High sea sales

This query is : Resolved 

20 February 2013 Dear ALL,
I would Like to know about how to deal during the audit in case of dealer is purchasing goods from singapore and selling it to dubai before entering the goods in India.

07 March 2013 tally will bill of entry No. as well as CBEC exchange Rate of import.

export
tally with date of shipping bill as well as Exchange rate

must check

1. EXPORT SALES CONTRACT

2. IMPORT SALES CONTRACT

3.LETTER OF CREDIT
4.CALCULATION OF INSURANCE&FREIGHT, FOB AND CIF TOO.


20 July 2015 Thank you For your response.
Further more how to deal with the profit or loss on such sale.


28 July 2024 When dealing with an audit scenario where a dealer purchases goods from Singapore and sells them to Dubai before entering the goods into India, several key considerations must be addressed. This involves understanding the treatment of international transactions, compliance with tax laws, and the proper handling of profit or loss arising from such transactions. Here’s a detailed guide on how to approach this situation:

### **1. Understanding the Scenario**

In this case:
- **Purchase**: Goods are purchased from Singapore.
- **Sale**: Goods are sold to Dubai.
- **Entry into India**: Goods are not brought into India.

### **2. Key Considerations**

#### **a. Import/Export Compliance**

- **Documentation**: Ensure that all relevant documentation is in order. This includes purchase invoices from Singapore, sales invoices to Dubai, and shipping documents.
- **Customs**: Since the goods are not entering India, there should be no import customs duty or VAT/IGST liability on the goods entering India. However, you need to maintain clear evidence of the transaction being international to justify that the goods never physically entered India.

#### **b. Profit and Loss Treatment**

- **Profit or Loss Calculation**: Calculate the profit or loss on the sale by comparing the purchase cost from Singapore with the sale price in Dubai. The calculation should include:
- **Purchase Cost**: Cost of goods bought from Singapore.
- **Sale Price**: Revenue received from selling goods in Dubai.
- **Expenses**: Any additional expenses incurred for shipping, insurance, or other transaction-related costs.

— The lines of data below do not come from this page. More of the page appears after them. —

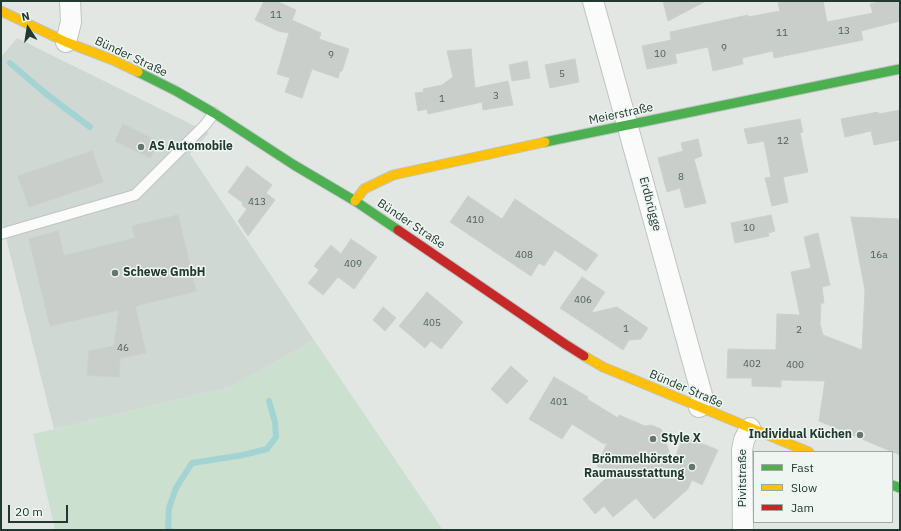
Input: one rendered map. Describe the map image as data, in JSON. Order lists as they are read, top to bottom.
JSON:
{
  "streets": {
    "main road": ["Bünder Straße", "Meierstraße"],
    "street": ["Erdbrügge", "Pivitstraße"]
  },
  "crossings": [
    ["Bünder Straße", "Meierstraße"],
    ["Bünder Straße", "Erdbrügge"],
    ["Bünder Straße", "Pivitstraße"],
    ["Meierstraße", "Erdbrügge"]
  ],
  "places": [
    "AS Automobile",
    "Schewe GmbH",
    "Individual Küchen",
    "Style X",
    "Brömmelhörster Raumausstattung"
  ],
  "house_numbers": [
    "11",
    "13",
    "11",
    "9",
    "10",
    "9",
    "5",
    "3",
    "1",
    "12",
    "8",
    "413",
    "410",
    "10",
    "408",
    "16a",
    "409",
    "406",
    "405",
    "1",
    "2",
    "46",
    "402",
    "400",
    "401"
  ],
  "legend": ["Fast", "Slow", "Jam"],
  "scale_bar": "20 m",
  "north": "top"
}
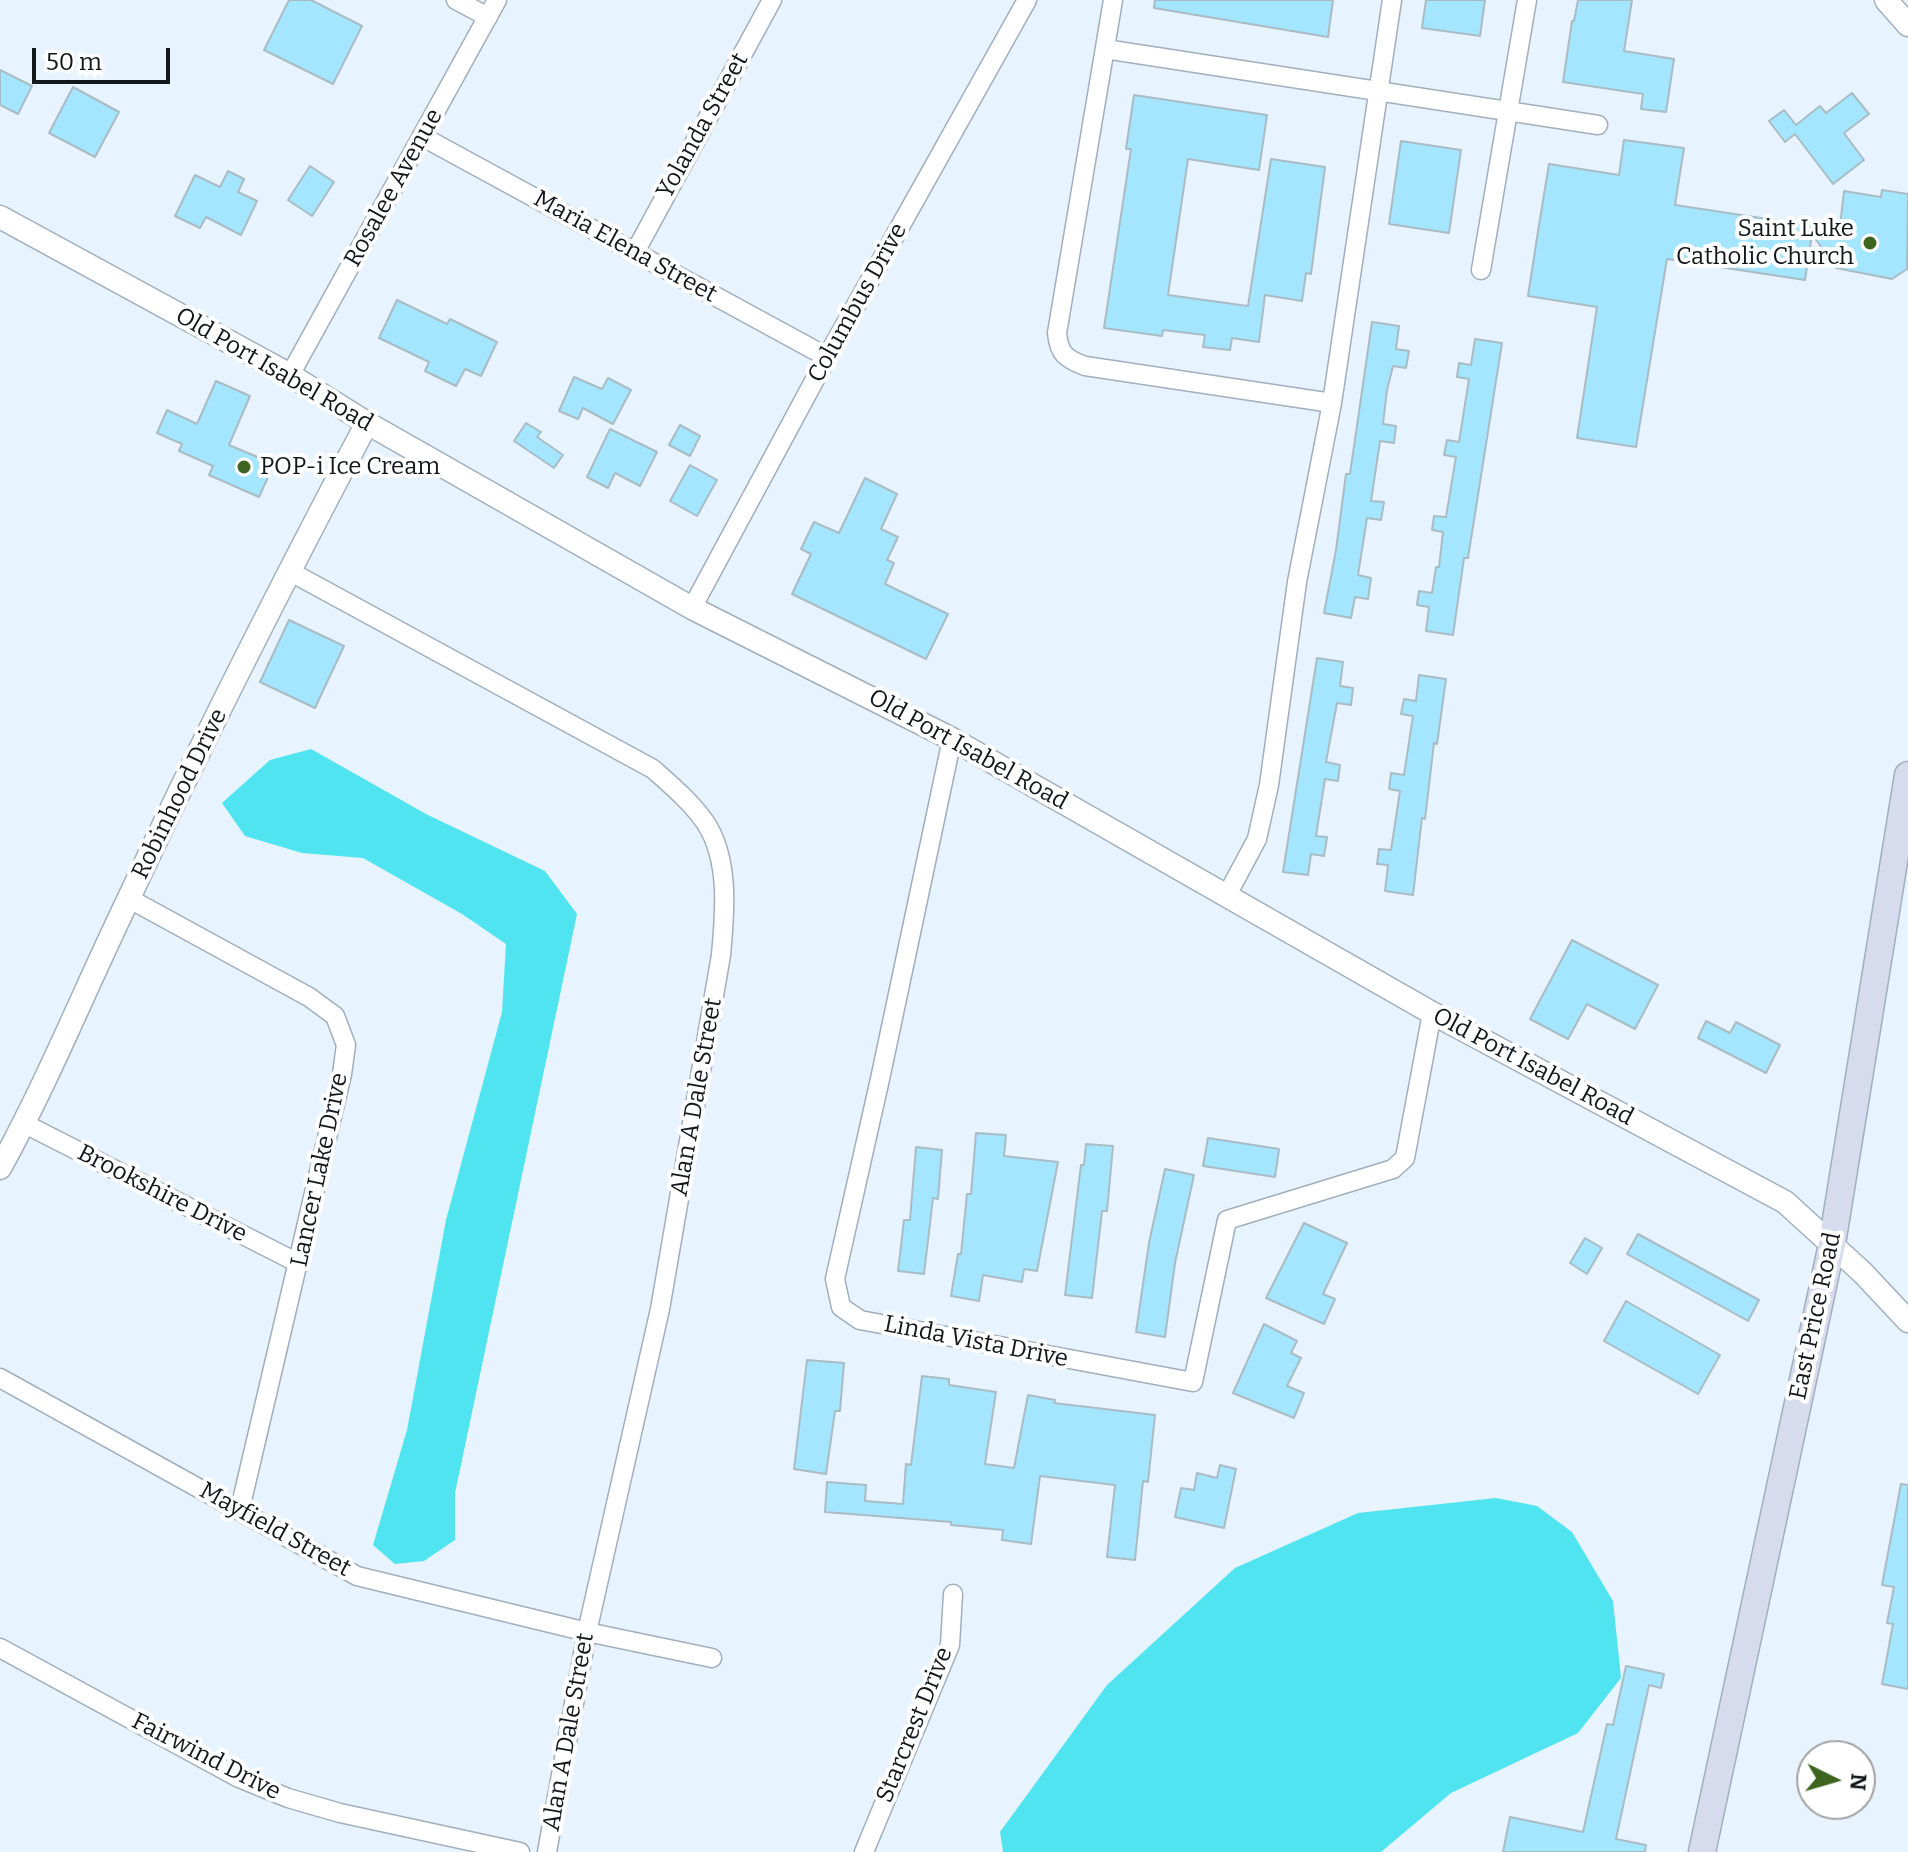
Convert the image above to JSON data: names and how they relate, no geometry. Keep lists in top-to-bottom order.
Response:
{
  "streets": {
    "main road": ["East Price Road"],
    "street": [
      "Yolanda Street",
      "Rosalee Avenue",
      "Maria Elena Street",
      "Columbus Drive",
      "Old Port Isabel Road",
      "Robinhood Drive",
      "Alan A Dale Street",
      "Lancer Lake Drive",
      "Brookshire Drive",
      "Linda Vista Drive",
      "Mayfield Street",
      "Starcrest Drive",
      "Fairwind Drive"
    ]
  },
  "crossings": [
    ["Yolanda Street", "Maria Elena Street"],
    ["Rosalee Avenue", "Maria Elena Street"],
    ["Rosalee Avenue", "Old Port Isabel Road"],
    ["Maria Elena Street", "Columbus Drive"],
    ["Columbus Drive", "Old Port Isabel Road"],
    ["Old Port Isabel Road", "Robinhood Drive"],
    ["Old Port Isabel Road", "East Price Road"],
    ["Old Port Isabel Road", "Linda Vista Drive"],
    ["Robinhood Drive", "Alan A Dale Street"],
    ["Robinhood Drive", "Lancer Lake Drive"],
    ["Robinhood Drive", "Brookshire Drive"],
    ["Alan A Dale Street", "Mayfield Street"],
    ["Lancer Lake Drive", "Brookshire Drive"],
    ["Lancer Lake Drive", "Mayfield Street"]
  ],
  "places": ["Saint Luke Catholic Church", "POP-i Ice Cream"],
  "scale_bar": "50 m",
  "north": "right"
}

- **Example Calculation**:
- **Purchase Cost**: $50,000 (from Singapore)
- **Sale Price**: $55,000 (to Dubai)
- **Expenses**: $2,000 (shipping, insurance, etc.)
- **Profit**: $55,000 (Sale Price) - $50,000 (Purchase Cost) - $2,000 (Expenses) = $3,000

#### **c. Accounting Treatment**

- **Recording the Transaction**:
- Record the purchase in the books as an international purchase, noting that the goods are sold before entry into India.
- Record the sale in Dubai as export sales, and ensure to document that the goods never entered India.

- **Accounting Entries**:
- **Purchase Entry**:
- Debit: Purchases/Stock (for the cost of goods purchased)
- Credit: Accounts Payable (for the amount due to Singapore supplier)

- **Sale Entry**:
- Debit: Accounts Receivable (for the amount receivable from Dubai customer)
- Credit: Sales (for the revenue from Dubai sale)

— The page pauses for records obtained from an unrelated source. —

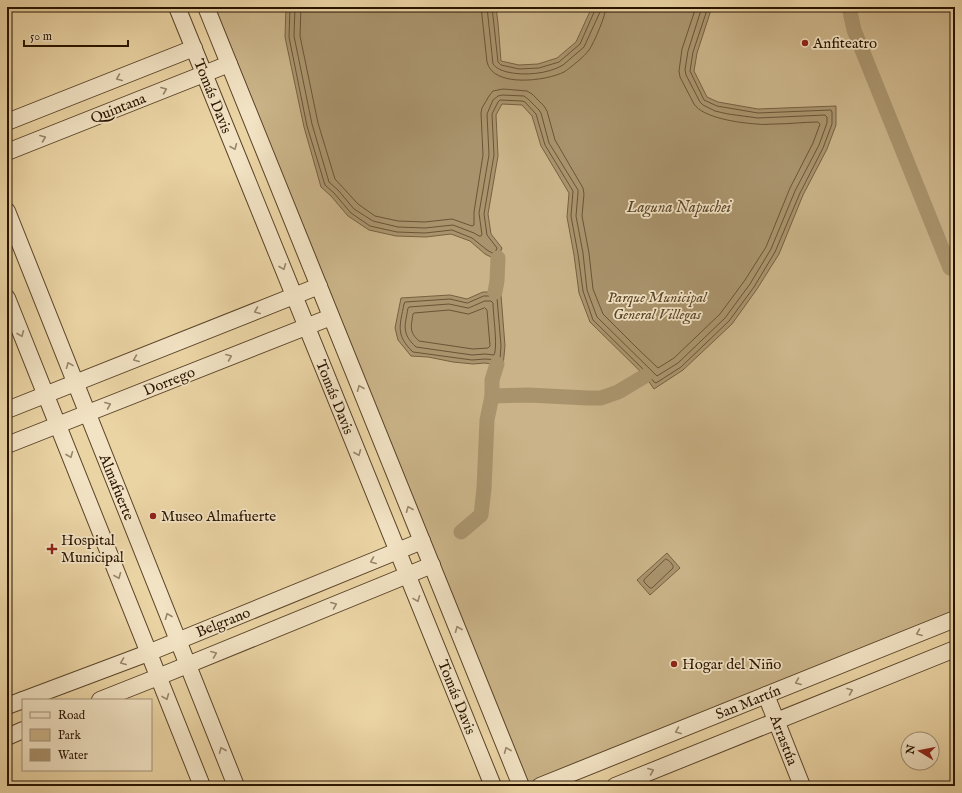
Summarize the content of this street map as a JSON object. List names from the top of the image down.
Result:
{
  "streets": {
    "street": [
      "Tomás Davis",
      "Quintana",
      "Dorrego",
      "Almafuerte",
      "Belgrano",
      "San Martín",
      "Arrastúa"
    ]
  },
  "crossings": [
    ["Tomás Davis", "Quintana"],
    ["Tomás Davis", "Dorrego"],
    ["Tomás Davis", "Belgrano"],
    ["Dorrego", "Almafuerte"],
    ["Almafuerte", "Belgrano"],
    ["San Martín", "Arrastúa"]
  ],
  "water": ["Laguna Napuchei"],
  "parks": ["Parque Municipal General Villegas"],
  "places": {
    "other": ["Anfiteatro", "Museo Almafuerte", "Hogar del Niño"],
    "health": ["Hospital Municipal"]
  },
  "legend": ["Road", "Park", "Water"],
  "scale_bar": "50 m",
  "north": "left"
}
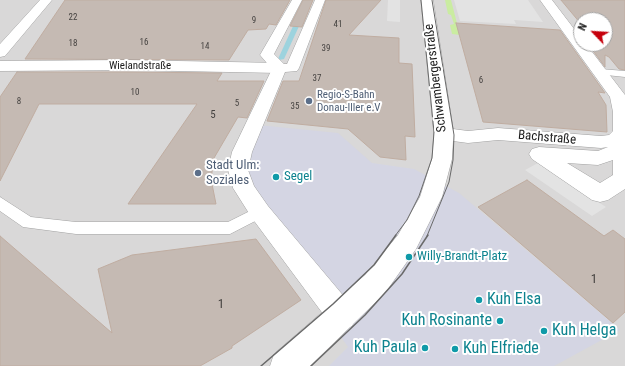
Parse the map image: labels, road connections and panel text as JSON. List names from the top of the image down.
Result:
{
  "streets": {
    "street": ["Wielandstraße", "Schwambergerstraße", "Bachstraße"]
  },
  "crossings": [
    ["Schwambergerstraße", "Bachstraße"]
  ],
  "places": [
    "Regio-S-Bahn Donau-Iller e.V",
    "Stadt Ulm: Soziales",
    "Segel",
    "Willy-Brandt-Platz",
    "Kuh Elsa",
    "Kuh Rosinante",
    "Kuh Helga",
    "Kuh Paula",
    "Kuh Elfriede"
  ],
  "house_numbers": [
    "22",
    "9",
    "41",
    "16",
    "18",
    "14",
    "39",
    "37",
    "6",
    "10",
    "8",
    "5",
    "35",
    "5",
    "1",
    "1"
  ],
  "north": "top left"
}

- **Expense Entry** (if applicable):
- Debit: Shipping/Logistics/Other Expenses (for any related costs)
- Credit: Accounts Payable (for the payment made)

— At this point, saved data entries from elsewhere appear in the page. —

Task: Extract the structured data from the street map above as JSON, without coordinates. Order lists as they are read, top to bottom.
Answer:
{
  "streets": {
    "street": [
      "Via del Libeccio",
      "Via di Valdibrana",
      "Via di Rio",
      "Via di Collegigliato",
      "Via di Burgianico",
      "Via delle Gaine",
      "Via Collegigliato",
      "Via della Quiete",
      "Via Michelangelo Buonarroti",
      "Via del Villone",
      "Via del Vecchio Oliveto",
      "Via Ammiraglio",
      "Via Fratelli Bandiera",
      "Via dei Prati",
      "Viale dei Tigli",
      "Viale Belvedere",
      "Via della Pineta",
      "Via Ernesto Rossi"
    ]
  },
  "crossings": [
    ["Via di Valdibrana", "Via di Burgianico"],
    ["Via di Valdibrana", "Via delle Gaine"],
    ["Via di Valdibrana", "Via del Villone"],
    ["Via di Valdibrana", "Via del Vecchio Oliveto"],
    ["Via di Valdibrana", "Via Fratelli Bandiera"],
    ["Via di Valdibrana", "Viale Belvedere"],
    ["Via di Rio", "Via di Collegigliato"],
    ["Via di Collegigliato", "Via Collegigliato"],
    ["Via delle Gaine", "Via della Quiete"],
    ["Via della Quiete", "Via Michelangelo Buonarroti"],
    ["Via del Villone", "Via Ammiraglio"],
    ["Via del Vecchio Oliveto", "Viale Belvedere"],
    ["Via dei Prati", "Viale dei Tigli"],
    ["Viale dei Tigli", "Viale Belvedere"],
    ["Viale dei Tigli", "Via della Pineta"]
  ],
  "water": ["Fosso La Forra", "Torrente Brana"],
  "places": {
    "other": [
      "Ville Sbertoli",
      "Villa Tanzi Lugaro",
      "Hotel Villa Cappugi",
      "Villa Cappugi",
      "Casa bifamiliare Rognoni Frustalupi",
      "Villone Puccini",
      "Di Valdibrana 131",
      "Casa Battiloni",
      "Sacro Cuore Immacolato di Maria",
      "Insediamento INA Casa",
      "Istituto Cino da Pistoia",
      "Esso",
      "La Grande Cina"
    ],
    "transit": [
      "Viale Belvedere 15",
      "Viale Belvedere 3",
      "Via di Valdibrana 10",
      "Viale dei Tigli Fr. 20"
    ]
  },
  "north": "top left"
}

#### **d. Tax Implications**

- **GST/IGST**: Since the goods were sold outside India, there should be no GST/IGST on the sale. However, maintain documentation to prove that the goods were sold to a non-resident and did not enter India.

- **Profit Repatriation**: Ensure compliance with any regulations regarding repatriation of profits from Dubai to India, if applicable.

### **3. Dealing with the Audit**

- **Documentary Evidence**: Provide all relevant documents to the auditor, including purchase invoices, sale invoices, shipping documents, and any correspondence related to the transactions.
- **Proof of Sale**: Demonstrate that the goods were sold before entering India. This can be shown through export documents, contracts, and evidence that the goods did not physically enter the country.
- **Reconcile Transactions**: Ensure that all transactions are reconciled with the bank statements and other financial records.

### **4. Key Points to Communicate with the Auditor**

- **Nature of Transactions**: Clearly explain that the transactions involve international trade where the goods are neither imported into India nor sold within India.
- **Profit Calculation**: Provide a detailed calculation of profit or loss on the transaction and ensure it aligns with the financial statements.
- **Compliance with Laws**: Show that all transactions comply with international trade laws and tax regulations, with appropriate documentation to support the transactions.

By following these steps, you can effectively manage the audit process and ensure proper accounting and reporting of international transactions.